Salem fought against this discrimination by boycotting the synagogue for a time. He used satyagraha (or non-violent protest) as a means of combating discrimination within the community. This led some people to later refer to him as the "Jewish Gandhi". By the mid-1930s, Mandelbaum reported that many of the old taboos had fallen, reflecting wider changes in Indian society as well.

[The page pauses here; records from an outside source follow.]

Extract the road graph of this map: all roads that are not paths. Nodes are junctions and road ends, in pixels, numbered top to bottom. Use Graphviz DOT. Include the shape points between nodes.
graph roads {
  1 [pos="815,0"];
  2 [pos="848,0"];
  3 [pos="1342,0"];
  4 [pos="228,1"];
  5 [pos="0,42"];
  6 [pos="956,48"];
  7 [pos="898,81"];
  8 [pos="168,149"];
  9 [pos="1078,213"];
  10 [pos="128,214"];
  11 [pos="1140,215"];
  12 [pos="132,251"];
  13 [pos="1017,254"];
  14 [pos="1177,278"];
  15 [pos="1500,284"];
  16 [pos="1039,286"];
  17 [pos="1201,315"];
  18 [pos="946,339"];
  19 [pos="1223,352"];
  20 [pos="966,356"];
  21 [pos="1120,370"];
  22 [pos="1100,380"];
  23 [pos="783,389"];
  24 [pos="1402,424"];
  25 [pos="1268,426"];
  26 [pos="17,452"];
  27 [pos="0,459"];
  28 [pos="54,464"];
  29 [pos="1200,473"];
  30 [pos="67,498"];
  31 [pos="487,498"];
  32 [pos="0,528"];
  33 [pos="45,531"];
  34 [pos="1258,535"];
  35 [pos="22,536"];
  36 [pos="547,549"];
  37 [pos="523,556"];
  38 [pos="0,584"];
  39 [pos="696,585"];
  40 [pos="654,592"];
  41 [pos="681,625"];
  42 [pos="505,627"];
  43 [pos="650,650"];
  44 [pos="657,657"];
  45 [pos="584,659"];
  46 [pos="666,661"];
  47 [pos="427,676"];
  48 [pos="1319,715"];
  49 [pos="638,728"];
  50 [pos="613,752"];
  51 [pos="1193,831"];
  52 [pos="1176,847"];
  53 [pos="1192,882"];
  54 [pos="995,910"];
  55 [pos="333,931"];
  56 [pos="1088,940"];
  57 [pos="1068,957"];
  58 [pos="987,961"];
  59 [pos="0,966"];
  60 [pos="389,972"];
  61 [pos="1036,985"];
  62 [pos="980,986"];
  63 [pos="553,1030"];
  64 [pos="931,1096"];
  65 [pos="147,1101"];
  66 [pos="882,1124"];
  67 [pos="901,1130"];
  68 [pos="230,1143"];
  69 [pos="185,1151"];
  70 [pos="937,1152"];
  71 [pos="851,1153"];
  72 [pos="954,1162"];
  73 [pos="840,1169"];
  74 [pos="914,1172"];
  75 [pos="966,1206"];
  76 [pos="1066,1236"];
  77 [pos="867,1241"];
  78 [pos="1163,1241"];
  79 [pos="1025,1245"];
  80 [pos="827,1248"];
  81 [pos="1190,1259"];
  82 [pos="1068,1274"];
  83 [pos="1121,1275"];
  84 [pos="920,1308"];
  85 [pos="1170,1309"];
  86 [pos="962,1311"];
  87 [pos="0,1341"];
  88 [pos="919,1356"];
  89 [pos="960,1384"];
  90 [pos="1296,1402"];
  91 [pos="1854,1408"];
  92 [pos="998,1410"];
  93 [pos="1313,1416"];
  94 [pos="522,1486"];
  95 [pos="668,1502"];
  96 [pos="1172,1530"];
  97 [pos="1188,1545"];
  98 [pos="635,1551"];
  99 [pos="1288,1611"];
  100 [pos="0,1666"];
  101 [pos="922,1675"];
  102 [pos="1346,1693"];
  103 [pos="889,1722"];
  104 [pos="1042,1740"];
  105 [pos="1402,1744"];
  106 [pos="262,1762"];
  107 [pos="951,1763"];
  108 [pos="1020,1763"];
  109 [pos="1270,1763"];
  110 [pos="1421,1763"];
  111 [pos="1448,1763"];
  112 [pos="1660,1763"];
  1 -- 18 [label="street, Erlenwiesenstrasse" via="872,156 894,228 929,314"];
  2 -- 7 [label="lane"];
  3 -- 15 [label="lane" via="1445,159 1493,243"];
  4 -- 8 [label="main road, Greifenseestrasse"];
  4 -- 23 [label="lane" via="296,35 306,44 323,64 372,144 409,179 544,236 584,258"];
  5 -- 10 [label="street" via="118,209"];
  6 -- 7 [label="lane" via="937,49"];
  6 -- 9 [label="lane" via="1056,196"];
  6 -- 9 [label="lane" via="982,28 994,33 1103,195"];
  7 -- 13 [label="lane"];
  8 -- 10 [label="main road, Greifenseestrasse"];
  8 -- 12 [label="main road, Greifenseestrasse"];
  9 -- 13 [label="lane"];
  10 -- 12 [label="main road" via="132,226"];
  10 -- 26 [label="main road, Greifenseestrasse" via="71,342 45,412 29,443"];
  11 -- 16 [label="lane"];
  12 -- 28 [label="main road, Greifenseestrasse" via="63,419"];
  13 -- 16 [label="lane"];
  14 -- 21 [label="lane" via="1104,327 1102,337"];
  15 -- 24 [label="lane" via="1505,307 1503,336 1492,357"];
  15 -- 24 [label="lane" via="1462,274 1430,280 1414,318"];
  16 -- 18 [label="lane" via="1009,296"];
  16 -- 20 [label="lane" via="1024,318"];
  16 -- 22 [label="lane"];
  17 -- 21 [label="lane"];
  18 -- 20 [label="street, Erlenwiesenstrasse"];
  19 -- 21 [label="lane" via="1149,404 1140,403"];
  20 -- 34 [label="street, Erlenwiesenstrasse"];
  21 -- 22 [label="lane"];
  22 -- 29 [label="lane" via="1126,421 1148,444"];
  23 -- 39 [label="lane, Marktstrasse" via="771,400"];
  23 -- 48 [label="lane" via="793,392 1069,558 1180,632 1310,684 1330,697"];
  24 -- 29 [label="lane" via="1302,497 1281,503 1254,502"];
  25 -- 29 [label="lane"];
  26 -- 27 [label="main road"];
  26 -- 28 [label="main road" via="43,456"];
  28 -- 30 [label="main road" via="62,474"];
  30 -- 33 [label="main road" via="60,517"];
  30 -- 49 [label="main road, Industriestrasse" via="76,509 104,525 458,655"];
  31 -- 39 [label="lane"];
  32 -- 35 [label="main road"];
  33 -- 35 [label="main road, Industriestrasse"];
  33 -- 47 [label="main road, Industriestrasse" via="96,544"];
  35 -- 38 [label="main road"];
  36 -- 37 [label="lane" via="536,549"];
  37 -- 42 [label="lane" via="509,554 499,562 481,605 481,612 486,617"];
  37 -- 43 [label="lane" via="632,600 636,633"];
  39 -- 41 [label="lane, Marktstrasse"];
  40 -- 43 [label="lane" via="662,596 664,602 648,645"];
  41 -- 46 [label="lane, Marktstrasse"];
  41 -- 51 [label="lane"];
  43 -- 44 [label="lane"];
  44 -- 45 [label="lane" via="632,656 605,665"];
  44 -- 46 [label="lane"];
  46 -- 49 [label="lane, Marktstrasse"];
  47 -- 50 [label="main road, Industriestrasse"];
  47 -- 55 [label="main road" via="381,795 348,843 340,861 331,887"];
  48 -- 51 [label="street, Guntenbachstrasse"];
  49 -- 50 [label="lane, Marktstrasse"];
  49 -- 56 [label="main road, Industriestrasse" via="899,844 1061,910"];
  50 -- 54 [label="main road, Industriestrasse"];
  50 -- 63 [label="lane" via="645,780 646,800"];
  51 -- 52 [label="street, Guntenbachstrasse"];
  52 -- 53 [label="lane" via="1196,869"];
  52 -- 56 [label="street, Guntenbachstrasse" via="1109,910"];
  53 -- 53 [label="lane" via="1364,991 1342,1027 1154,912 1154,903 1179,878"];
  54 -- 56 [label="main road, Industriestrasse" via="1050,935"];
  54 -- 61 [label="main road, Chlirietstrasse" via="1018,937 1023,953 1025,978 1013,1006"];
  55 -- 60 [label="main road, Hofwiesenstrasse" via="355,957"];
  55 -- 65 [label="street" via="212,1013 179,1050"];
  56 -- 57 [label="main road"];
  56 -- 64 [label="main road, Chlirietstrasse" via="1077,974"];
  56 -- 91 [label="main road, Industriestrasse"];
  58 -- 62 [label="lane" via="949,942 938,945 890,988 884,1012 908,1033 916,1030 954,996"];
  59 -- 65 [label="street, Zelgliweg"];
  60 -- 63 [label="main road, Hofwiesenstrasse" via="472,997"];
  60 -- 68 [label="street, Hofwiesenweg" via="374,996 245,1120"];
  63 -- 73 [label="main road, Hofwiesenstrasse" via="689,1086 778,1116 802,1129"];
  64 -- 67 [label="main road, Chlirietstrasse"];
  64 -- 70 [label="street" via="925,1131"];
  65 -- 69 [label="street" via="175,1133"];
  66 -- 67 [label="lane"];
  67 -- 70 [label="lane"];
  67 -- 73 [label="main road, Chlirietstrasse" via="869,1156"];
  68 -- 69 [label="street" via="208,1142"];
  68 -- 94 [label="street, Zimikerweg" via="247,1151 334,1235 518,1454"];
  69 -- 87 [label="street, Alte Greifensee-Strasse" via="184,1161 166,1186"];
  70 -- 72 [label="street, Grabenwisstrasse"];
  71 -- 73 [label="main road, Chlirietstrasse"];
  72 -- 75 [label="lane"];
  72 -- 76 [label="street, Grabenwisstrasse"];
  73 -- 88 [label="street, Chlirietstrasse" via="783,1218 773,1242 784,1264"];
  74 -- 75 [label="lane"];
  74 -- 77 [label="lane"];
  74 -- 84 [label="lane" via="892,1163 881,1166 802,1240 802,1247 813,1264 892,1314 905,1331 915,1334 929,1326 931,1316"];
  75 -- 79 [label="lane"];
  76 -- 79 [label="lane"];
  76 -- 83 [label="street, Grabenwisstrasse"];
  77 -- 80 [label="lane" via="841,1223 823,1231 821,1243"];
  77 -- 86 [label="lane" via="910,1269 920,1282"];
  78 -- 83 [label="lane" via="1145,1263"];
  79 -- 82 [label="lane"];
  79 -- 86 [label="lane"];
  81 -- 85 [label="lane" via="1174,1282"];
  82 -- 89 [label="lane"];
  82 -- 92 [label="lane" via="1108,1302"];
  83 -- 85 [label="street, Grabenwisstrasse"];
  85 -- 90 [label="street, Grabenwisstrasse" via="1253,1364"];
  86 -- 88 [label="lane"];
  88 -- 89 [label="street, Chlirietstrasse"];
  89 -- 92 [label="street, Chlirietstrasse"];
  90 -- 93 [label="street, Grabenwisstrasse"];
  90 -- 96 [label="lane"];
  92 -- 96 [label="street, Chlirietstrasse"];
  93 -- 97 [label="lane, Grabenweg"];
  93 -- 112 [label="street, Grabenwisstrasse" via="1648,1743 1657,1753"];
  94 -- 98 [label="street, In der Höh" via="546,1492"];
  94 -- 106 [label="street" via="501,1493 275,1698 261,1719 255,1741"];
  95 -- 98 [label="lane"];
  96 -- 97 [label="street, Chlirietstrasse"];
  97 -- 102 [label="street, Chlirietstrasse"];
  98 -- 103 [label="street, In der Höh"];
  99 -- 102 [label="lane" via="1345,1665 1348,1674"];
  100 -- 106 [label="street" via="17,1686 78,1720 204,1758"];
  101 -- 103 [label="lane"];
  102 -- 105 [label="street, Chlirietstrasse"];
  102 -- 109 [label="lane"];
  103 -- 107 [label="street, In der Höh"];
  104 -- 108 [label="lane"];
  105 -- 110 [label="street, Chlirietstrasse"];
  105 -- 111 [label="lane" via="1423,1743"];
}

Salem served in the Legislative Council in the princely state of Cochin from 1925 to 1931 and again from 1939 to 1945. A supporter of the nascent trade union movement in Kerala and an active Indian nationalist, at the end of 1929 he attended the Lahore session of the Indian National Congress. It passed a resolution calling for complete independence from the Raj.

After visiting Palestine in 1933, Salem was attracted to the Zionist cause. After Indian independence, he worked to promote Aliyah to Israel among the Cochin Jews. In 1953, he visited Israel to negotiate on behalf of Indian Jews who wanted to migrate. This also helped to diminish the divisions among the Cochin Jews. After emigration they were all considered foreigners to Israel, and many struggled to assimilate.

Although most of Cochin's ancient Jewish community eventually left for Israel by 1955 (and, in the case of many Sephardic Jews, for North America and England), Salem lived in Cochin until his death in 1967. He was buried in the White Jewish cemetery in Jew Town in Cochin.

== Personal life ==
Salem was married to Ruth Salem in Calcutta. His five children, now deceased, were: sons Raymond, a lawyer, and Balfour and Gamliel, both engineers, with Gamliel earning a Master’s Degree at Cornell University in New York; and daughters Malka and Venetia, both gynecologists. Although they got documents to migrate to Israel, Salem and his family chose to stay back in Kerala.

In 1929, Salem wrote The Eternal Light, a book in English about the architecture and customs of the Paradesi Synagogue. In the book, he referred obliquely to the discrimination faced by Brown Jews, using Biblical verses. Salem was a prolific diarist and 21 volumes of his diaries, from the 1920s to the mid-1950s, are in the Magnes Collection of Jewish Art and Life at the University of California, Berkeley.

Speaking of his ties to Cochin, Salem wrote:

“The Jews of Cochin are the most loyal citizens and…offer special prayers to bless, preserve, guard, assist and exalt the Raja of Cochin and His Royal Family…in spite of the tenacious, age-long fond longing to return to Jerusalem.”

Just opposite to the Paradesi synagogue, the third house was later owned by Salem. There near the outer wall existed “Salem’s looking glass,” his own concept where he would put English newspaper cuttings on various topics so that interested people could have a talk or discussion with him. Salem, who died in 1967, is buried in the Paradesi Synagogue cemetery.

==Honours==
- The road adjacent to the White Jewish Cemetery in Kochi was named after Salem.
- The largest open ground in Cochin was once known as Salem Maidan, in recognition of Salem’s powerful public speaking skills in Malayalam
- As a tribute to him there is a small resting hub for laborers in the next street owned by Center of Indian Trade Union.
- His former home is a popular tourist destination for travelers visiting the Jew Town in Mattancherry.